Bug 2238218

Summary:	VirtHandlerRESTErrorsHigh alert in firing state during ocp upgrade z stream 4.12.5 > 4.12.6
Product:	Container Native Virtualization (CNV)	Reporter:	Ahmad <ahafe>
Component:	Installation	Assignee:	João Vilaça <jvilaca>
Status:	CLOSED MIGRATED	QA Contact:	Ahmad <ahafe>
Severity:	medium	Docs Contact:
Priority:	unspecified
Version:	4.12.5	CC:	dbasunag, kmajcher, stirabos
Target Milestone:	---	Keywords:	Reopened
Target Release:	4.12.9
Hardware:	Unspecified
OS:	Unspecified
Whiteboard:
Fixed In Version:		Doc Type:	If docs needed, set a value
Doc Text:		Story Points:	---
Clone Of:		Environment:
Last Closed:	2023-12-05 13:42:52 UTC	Type:	Bug
Regression:	---	Mount Type:	---
Documentation:	---	CRM:
Verified Versions:		Category:	---
oVirt Team:	---	RHEL 7.3 requirements from Atomic Host:
Cloudforms Team:	---	Target Upstream Version:
Embargoed:

Description Ahmad 2023-09-10 12:24:58 UTC

Description of problem:
During ocp upgrade v4.12.5 to 4.12.6 (cnv: v4.12.5-50), noticed alert 'VirtHandlerRESTErrorsHigh' in firing state.

Version-Release number of selected component (if applicable):


How reproducible: 1 of multiple attempts


Steps to Reproduce:
1.upgrade ocp z streams 4.12.5 > 4.12.6
2.Check alerts fired during cnv upgrade

Actual results:

logs:
 [{'labels': {'alertname': 'VirtHandlerRESTErrorsHigh', 'kubernetes_operator_component': 'kubevirt', 'kubernetes_operator_part_of': 'kubevirt', 'severity': 'warning'}, 'annotations': {'runbook_url': 'https://kubevirt.io/monitoring/runbooks/VirtHandlerRESTErrorsHigh', 'summary': 'More than 5% of the rest calls failed in virt-handler for the last hour'}, 'state': 'firing', 'activeAt': '2023-09-14T12:02:04.531593741Z', 'value': '6.1842357154408945e-02'}




Expected results:
no alerts should fire during ocp upgrade process, we are trying to capture all the alerts that are fired during upgrades and reduce the noise generated.

Additional info:
must-gather log attached

Comment 2 Krzysztof Majcher 2023-09-12 12:44:52 UTC

Cannot reproduce at the moment.
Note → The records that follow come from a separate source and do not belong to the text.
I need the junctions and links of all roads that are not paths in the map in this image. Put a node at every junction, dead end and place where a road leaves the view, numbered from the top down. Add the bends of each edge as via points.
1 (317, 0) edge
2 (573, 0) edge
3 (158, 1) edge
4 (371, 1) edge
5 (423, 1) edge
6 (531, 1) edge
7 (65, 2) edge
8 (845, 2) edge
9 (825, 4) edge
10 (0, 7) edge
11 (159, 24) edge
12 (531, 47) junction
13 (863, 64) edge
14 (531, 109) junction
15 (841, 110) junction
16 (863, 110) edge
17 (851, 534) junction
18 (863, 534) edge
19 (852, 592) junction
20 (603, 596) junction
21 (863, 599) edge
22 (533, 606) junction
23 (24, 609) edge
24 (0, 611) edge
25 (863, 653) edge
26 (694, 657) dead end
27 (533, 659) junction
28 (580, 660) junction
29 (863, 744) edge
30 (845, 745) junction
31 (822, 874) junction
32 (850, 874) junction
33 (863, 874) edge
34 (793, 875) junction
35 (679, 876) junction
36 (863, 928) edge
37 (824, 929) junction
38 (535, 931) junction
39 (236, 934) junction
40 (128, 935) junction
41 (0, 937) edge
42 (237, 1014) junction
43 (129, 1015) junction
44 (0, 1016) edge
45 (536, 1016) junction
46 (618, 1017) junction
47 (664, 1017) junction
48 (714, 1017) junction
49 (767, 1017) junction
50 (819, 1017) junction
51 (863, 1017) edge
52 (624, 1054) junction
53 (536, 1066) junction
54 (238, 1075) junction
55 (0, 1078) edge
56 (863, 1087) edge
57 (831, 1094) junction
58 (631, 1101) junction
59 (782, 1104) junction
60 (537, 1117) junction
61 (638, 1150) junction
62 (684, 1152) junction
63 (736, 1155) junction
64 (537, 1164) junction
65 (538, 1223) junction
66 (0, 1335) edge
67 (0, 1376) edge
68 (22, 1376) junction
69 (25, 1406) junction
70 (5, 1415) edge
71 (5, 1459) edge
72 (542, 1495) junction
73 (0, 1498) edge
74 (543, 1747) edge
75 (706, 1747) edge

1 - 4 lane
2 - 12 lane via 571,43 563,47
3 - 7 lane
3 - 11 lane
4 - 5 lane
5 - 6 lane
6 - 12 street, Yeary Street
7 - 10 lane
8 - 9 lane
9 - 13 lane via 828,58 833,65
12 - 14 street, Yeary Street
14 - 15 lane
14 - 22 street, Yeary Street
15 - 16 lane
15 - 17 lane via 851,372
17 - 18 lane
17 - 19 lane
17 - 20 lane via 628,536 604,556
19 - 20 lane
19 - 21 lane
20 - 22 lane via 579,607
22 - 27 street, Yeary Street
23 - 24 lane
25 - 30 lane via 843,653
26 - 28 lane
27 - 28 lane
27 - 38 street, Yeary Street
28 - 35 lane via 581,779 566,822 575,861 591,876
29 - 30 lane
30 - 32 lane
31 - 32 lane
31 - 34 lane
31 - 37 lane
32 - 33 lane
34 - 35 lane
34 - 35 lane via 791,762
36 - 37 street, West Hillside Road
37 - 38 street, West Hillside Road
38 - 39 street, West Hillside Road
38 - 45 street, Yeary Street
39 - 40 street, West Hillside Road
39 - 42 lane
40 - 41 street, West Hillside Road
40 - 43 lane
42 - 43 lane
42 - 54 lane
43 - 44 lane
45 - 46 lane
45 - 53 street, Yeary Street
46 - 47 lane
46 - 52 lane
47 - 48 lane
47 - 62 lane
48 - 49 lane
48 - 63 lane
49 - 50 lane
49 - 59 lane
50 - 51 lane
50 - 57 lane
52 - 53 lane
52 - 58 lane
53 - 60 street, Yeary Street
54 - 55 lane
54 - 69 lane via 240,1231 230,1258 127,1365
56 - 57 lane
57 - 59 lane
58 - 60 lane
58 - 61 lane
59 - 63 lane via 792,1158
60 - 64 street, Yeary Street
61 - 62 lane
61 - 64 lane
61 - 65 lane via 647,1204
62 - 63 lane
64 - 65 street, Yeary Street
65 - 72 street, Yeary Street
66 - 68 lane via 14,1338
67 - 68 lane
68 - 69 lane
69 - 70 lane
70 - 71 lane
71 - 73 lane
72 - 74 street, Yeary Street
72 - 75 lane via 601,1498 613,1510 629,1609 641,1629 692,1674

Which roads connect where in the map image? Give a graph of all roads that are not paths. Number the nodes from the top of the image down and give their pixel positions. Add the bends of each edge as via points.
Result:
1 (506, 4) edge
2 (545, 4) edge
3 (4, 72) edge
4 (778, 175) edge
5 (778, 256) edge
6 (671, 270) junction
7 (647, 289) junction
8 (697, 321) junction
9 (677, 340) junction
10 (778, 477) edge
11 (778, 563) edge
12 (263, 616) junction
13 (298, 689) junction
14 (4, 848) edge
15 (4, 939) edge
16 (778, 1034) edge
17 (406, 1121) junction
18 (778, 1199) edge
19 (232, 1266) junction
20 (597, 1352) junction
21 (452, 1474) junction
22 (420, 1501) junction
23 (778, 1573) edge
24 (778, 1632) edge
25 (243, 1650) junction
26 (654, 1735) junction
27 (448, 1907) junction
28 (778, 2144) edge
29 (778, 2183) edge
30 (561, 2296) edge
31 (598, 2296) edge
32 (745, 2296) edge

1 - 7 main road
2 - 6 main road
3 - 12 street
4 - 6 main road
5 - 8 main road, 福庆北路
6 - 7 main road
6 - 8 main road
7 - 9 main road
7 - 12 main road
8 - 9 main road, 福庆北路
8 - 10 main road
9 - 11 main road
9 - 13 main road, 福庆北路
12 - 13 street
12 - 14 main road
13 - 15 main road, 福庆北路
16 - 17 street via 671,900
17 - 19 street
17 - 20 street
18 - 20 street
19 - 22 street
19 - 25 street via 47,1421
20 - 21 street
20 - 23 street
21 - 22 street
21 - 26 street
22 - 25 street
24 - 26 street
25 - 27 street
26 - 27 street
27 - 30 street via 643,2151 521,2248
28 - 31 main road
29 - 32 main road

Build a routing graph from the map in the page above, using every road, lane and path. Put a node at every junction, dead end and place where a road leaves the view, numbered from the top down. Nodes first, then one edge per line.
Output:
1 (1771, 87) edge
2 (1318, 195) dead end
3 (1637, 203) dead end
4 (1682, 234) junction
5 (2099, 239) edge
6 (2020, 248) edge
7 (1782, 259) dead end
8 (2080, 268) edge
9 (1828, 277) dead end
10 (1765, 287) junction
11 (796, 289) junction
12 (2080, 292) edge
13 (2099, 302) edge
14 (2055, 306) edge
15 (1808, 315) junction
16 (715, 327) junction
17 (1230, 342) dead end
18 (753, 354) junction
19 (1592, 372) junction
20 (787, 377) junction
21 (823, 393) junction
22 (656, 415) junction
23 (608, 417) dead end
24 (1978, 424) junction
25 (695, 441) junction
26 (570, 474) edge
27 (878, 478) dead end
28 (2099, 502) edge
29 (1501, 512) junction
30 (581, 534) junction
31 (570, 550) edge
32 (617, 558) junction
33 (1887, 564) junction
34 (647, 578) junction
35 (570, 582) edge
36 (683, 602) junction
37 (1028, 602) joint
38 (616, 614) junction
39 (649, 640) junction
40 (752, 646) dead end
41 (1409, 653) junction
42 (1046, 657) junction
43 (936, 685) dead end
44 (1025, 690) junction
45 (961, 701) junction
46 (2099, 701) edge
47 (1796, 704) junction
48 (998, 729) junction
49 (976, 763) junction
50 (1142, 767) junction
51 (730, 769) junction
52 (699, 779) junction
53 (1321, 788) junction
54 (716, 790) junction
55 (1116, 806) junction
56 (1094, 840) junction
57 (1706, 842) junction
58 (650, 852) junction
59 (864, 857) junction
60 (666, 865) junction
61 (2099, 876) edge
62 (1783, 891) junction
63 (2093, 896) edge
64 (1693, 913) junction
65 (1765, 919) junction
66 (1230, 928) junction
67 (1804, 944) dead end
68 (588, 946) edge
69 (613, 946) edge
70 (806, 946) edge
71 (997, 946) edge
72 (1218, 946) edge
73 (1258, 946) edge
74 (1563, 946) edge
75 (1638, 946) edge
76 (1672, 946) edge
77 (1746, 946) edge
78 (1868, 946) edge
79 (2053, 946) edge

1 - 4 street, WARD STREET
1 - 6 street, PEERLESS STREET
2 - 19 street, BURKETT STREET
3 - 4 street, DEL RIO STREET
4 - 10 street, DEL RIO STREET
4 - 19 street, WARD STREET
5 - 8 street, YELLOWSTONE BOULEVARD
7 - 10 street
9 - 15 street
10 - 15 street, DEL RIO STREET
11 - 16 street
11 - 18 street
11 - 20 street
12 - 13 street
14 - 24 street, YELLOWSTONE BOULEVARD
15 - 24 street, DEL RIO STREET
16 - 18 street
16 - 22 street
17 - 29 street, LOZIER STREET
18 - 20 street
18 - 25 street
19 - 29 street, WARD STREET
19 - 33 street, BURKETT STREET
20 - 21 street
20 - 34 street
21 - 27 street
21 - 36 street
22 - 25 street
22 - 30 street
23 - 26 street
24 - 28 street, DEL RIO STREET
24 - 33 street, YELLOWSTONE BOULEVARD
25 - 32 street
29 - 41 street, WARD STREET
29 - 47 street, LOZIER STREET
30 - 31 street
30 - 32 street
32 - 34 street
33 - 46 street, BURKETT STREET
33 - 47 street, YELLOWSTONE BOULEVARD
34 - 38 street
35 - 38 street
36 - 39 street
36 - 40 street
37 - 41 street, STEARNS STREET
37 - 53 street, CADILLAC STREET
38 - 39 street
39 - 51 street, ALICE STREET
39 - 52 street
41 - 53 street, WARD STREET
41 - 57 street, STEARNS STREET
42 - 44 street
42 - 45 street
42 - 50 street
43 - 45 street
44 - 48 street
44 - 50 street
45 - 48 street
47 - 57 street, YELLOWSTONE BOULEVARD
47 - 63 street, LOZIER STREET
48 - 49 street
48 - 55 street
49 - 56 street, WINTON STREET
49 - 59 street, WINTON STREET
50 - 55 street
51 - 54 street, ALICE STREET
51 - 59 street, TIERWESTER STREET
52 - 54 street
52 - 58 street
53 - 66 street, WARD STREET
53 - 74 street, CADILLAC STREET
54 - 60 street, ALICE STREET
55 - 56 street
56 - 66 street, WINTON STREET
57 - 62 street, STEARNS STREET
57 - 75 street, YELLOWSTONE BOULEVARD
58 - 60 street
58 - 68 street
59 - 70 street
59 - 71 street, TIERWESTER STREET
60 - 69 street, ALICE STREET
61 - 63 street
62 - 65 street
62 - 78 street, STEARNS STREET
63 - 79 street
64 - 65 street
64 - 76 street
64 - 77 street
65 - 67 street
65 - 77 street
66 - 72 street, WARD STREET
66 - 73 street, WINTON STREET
Will be reopened if needed.

Comment 5 Krzysztof Majcher 2023-09-26 12:44:06 UTC

During fixing we should see how many calls was happening during the whole our before alert fired. 
It's possible that cluster was not very active during that time, and then it only requires just a few failed calls to trigger the alert.
Maybe we should reconsider the alert logic to account for that?

Comment 6 Krzysztof Majcher 2023-09-26 12:44:55 UTC

Maybe it's enough to adjust the threshold.

Comment 7 João Vilaça 2023-10-16 12:35:13 UTC

@kmajcher 

I think this might only happen in the automated tests since the cluster is recently created
Does it make sense to complicate the expression if this is not happening in live clusters?

Comment 8 Krzysztof Majcher 2023-10-17 09:11:01 UTC

Please sync with Debarati and Ahmad if they agree with that.

Comment 9 Krzysztof Majcher 2023-10-17 12:51:37 UTC

We had a short discussion on this bug with Debarati, Simone and Shirly and the agreement is it would be better to have a fix. 
Please sync with them what would be the simplest fix.

Comment 10 Simone Tiraboschi 2023-10-31 13:54:44 UTC

Properly fixing can be problematic, we can add a mitigation note in the runbook saying that this could be visible just after an upgrade.